==== Data to process
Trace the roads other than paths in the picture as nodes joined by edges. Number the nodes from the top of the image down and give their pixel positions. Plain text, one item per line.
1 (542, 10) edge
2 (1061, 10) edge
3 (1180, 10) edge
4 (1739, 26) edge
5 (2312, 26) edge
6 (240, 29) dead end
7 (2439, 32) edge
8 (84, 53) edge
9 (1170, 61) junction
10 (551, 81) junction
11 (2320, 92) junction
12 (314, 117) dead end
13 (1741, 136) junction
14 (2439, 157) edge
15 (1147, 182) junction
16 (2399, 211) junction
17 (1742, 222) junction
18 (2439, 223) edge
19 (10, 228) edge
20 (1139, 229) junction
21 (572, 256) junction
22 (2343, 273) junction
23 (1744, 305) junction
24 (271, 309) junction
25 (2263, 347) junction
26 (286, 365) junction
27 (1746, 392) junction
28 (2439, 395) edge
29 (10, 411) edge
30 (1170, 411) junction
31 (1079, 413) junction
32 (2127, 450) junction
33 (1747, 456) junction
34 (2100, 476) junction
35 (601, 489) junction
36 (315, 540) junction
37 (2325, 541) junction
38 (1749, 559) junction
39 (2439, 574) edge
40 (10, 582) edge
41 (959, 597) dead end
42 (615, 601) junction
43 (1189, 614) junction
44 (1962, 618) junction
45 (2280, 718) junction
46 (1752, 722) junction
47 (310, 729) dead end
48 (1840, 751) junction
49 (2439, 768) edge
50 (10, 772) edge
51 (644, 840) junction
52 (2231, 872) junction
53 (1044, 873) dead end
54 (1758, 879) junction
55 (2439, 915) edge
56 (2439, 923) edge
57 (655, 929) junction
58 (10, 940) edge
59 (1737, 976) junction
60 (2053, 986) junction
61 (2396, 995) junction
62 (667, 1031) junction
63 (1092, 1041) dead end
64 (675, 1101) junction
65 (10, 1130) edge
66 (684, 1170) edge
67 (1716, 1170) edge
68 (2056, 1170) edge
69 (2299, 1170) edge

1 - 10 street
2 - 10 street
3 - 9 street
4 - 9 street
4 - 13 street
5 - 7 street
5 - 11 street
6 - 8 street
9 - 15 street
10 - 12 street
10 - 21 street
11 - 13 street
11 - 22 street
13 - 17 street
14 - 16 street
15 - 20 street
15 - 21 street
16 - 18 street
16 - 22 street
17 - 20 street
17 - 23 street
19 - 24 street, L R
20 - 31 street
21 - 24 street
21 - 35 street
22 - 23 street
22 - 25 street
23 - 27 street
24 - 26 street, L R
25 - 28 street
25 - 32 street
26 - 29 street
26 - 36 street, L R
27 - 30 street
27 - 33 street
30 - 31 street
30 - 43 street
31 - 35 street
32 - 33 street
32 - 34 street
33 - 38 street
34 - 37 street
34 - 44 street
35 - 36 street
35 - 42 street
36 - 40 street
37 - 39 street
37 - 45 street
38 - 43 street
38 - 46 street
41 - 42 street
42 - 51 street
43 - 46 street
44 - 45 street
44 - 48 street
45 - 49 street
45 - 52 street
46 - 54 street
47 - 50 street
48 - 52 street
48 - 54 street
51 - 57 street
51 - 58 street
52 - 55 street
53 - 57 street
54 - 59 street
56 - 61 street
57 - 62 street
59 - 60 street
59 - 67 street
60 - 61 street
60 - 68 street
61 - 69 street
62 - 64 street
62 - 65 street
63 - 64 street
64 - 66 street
========
Every line in the data that holds the string "dead" should be copied.

Exercise result:
6 (240, 29) dead end
12 (314, 117) dead end
41 (959, 597) dead end
47 (310, 729) dead end
53 (1044, 873) dead end
63 (1092, 1041) dead end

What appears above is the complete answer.